Le bébé et l’eau du bain

Tous les gains de l’année en cours sur le marché boursier canadien ont été résorbés en trois semaines. On entre officiellement dans un marché baissier. Du moins, si on croit à la règle
du 10 % comme ligne de démarcation officielle entre un marché haussier et un marché baissier. Tout cela à cause des craintes entourant les prêts hypothécaires à risque.

Comme toujours, les craintes nous poussent à prendre les mauvaises décisions exactement au mauvais moment. On n’a qu’à regarder les spéculateurs qui se dirigent en masse vers les sorties. Ce qu’on ne peut décrire que comme un carnage de haut et de bas prononcés.
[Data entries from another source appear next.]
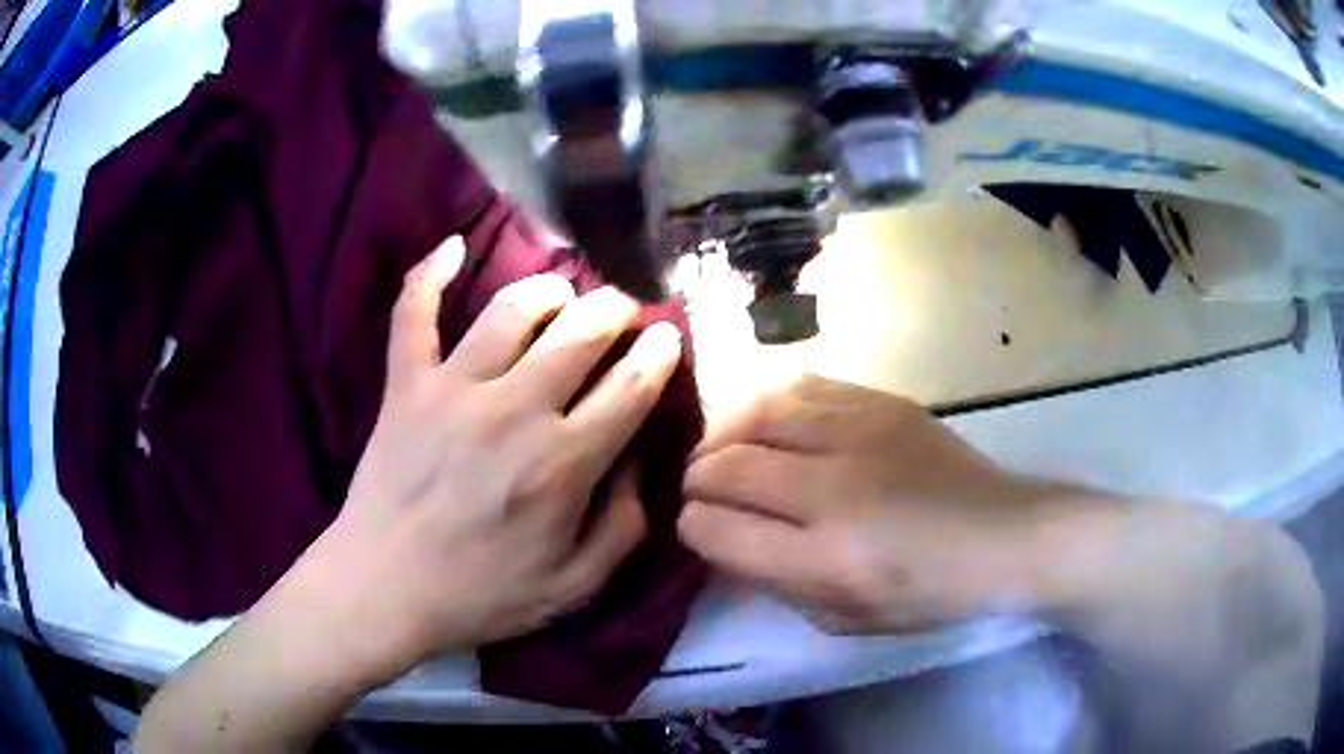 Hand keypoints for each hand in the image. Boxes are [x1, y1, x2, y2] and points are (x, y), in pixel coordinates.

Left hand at [317, 236, 682, 671]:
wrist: (383, 588)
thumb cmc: (480, 595)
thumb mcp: (574, 587)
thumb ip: (623, 526)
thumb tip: (637, 459)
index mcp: (562, 464)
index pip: (631, 386)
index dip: (658, 353)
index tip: (666, 336)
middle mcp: (513, 410)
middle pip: (580, 332)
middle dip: (614, 310)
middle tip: (621, 312)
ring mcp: (452, 389)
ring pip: (511, 309)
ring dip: (548, 290)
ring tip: (561, 293)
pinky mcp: (405, 384)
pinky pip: (413, 313)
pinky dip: (429, 273)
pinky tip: (451, 245)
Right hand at [678, 375, 1059, 633]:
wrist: (1002, 535)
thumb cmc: (926, 593)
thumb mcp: (843, 618)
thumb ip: (776, 582)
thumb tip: (728, 539)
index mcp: (825, 559)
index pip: (717, 530)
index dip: (692, 528)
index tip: (695, 527)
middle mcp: (834, 490)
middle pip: (727, 467)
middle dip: (696, 481)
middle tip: (700, 489)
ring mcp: (860, 435)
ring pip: (755, 413)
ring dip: (723, 434)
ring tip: (723, 449)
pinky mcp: (881, 403)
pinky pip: (800, 387)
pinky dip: (767, 404)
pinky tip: (766, 422) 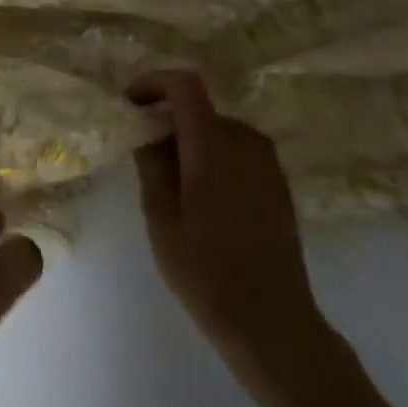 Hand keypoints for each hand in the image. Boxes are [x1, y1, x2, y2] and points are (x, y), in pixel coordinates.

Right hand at [131, 72, 323, 361]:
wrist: (273, 323)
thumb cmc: (206, 272)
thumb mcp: (161, 218)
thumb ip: (151, 164)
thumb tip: (144, 127)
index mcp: (214, 147)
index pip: (185, 85)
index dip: (153, 83)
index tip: (129, 104)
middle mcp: (247, 143)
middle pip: (199, 108)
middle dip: (166, 119)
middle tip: (141, 153)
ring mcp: (268, 163)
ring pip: (217, 128)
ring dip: (189, 139)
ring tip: (168, 180)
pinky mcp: (278, 182)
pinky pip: (237, 149)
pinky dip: (211, 154)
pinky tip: (199, 195) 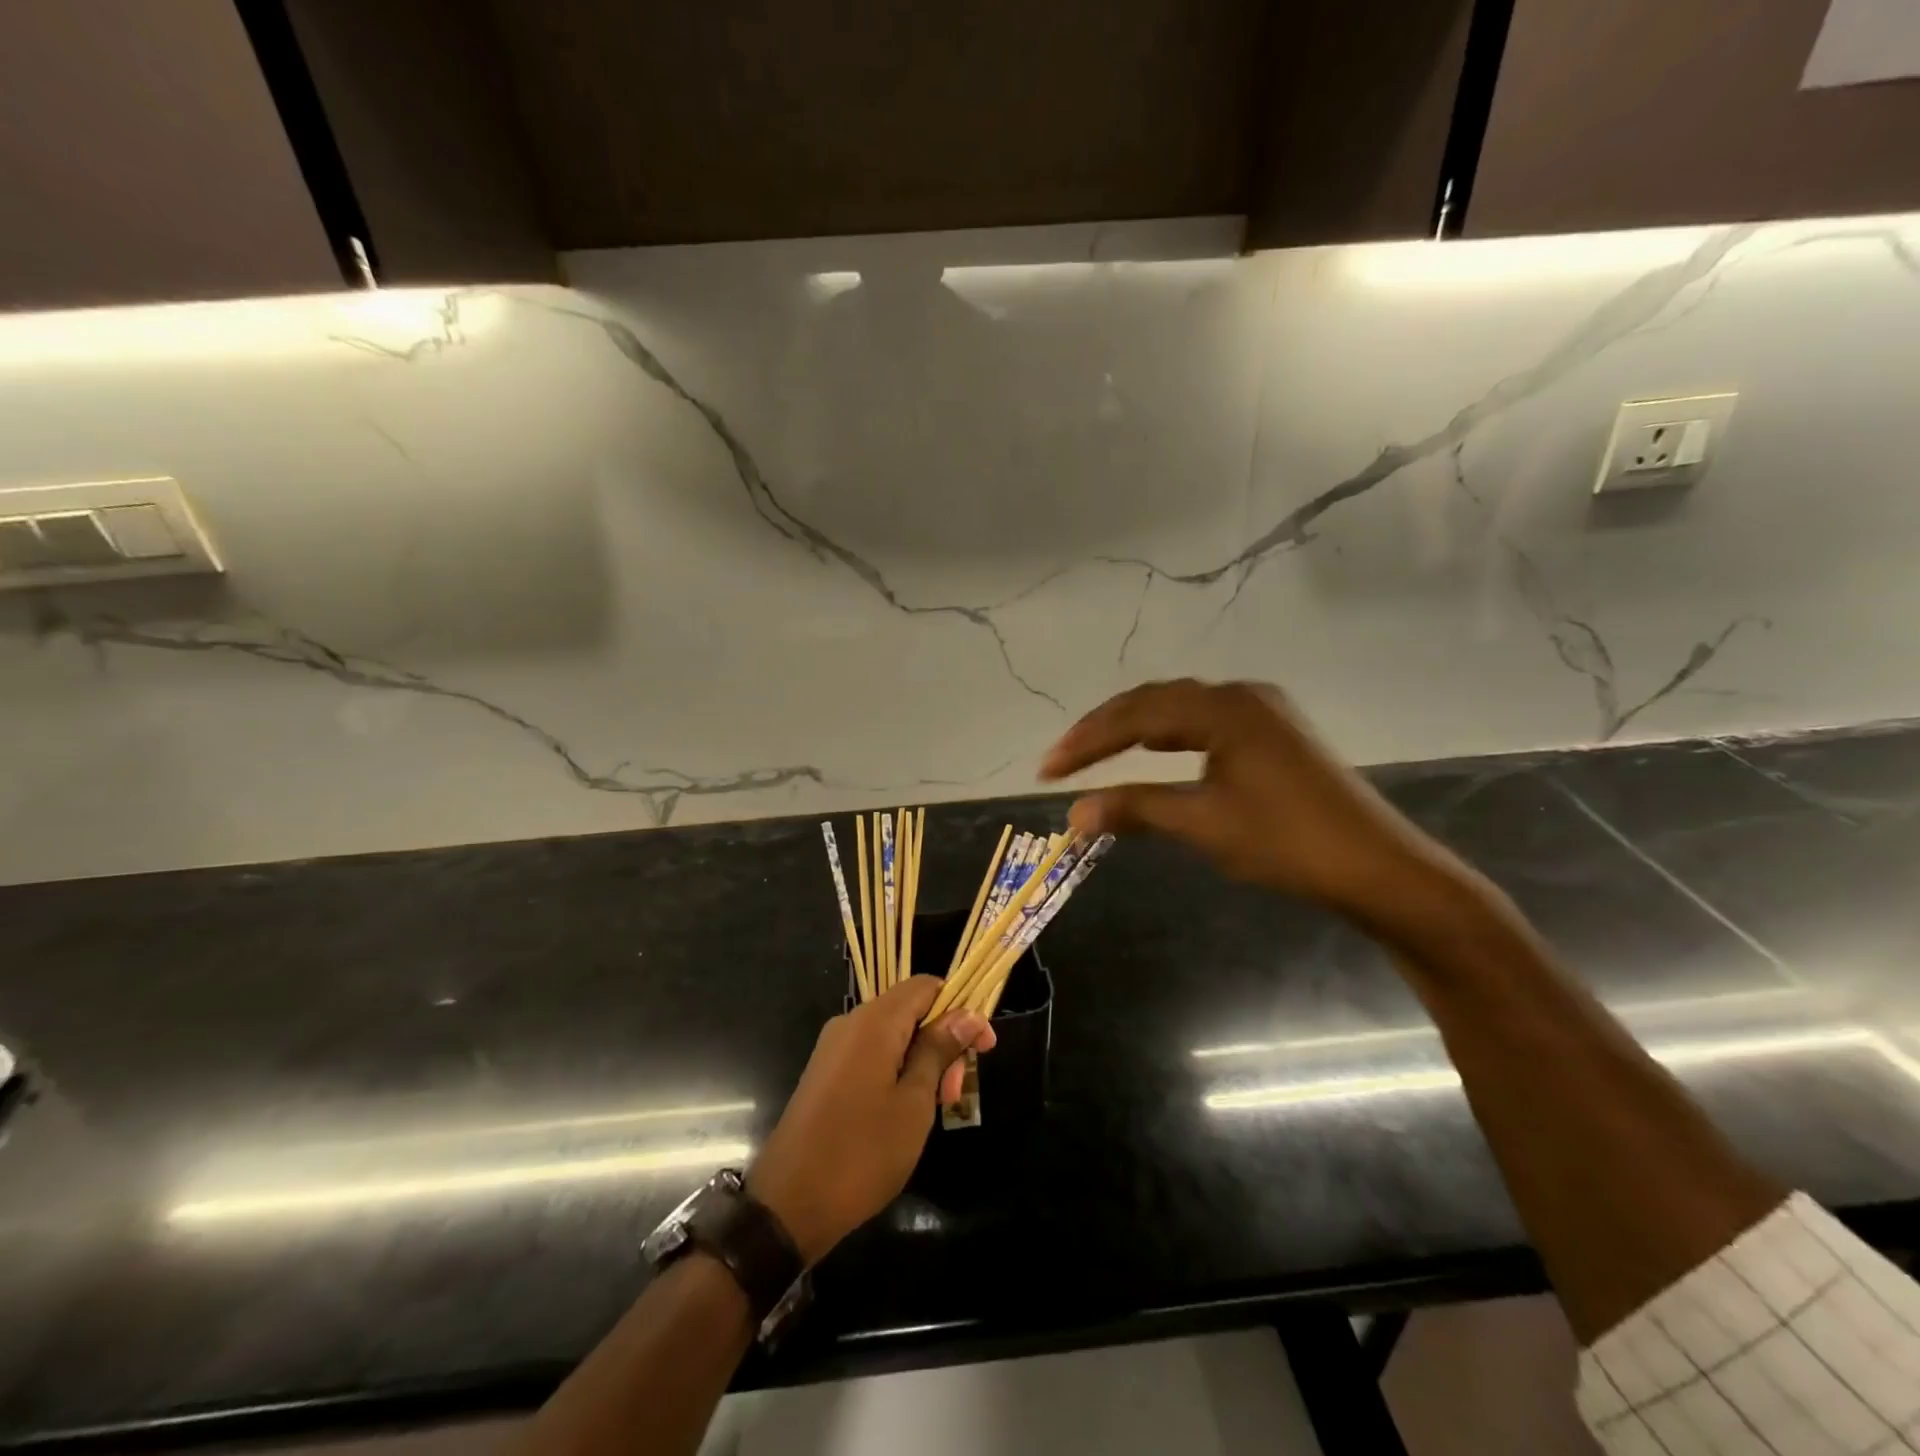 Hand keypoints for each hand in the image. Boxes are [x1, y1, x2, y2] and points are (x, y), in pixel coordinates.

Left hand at [749, 978, 995, 1265]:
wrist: (789, 1204)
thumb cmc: (862, 1152)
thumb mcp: (914, 1102)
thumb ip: (939, 1051)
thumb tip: (967, 1015)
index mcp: (875, 1021)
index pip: (926, 986)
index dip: (961, 1009)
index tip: (983, 1048)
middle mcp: (851, 1022)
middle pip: (910, 1010)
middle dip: (942, 1042)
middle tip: (955, 1093)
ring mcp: (834, 1048)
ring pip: (893, 1035)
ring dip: (922, 1060)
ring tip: (937, 1107)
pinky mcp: (826, 1072)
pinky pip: (872, 1054)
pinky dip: (898, 1070)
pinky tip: (908, 1109)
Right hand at [1040, 679, 1472, 924]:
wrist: (1377, 867)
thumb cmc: (1286, 842)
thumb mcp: (1202, 823)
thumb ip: (1135, 809)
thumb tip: (1073, 814)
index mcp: (1222, 708)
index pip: (1135, 715)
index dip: (1086, 741)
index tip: (1047, 770)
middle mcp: (1241, 696)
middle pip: (1154, 701)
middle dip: (1104, 730)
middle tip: (1062, 759)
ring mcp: (1262, 712)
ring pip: (1180, 709)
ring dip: (1135, 729)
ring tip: (1096, 753)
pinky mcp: (1274, 734)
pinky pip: (1205, 722)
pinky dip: (1169, 736)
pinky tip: (1155, 750)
Le problème est que les investisseurs jettent le bébé avec l’eau du bain. Les sociétés qui n’ont rien à voir avec la crise du crédit hypothécaire sont vendues massivement dans un vent de panique, un exemple typique de bateaux qui s’échouent avec la marée.

Pour moi, c’est l’occasion d’acheter. Ça devrait l’être pour vous aussi! Surtout du côté des institutions financières qui, selon moi, seront bien placées lors de la reprise du marché.

Les banques le disent, et surtout font la bonne chose. Elles injectent toutes des liquidités sur le marché. Les grandes institutions financières aussi.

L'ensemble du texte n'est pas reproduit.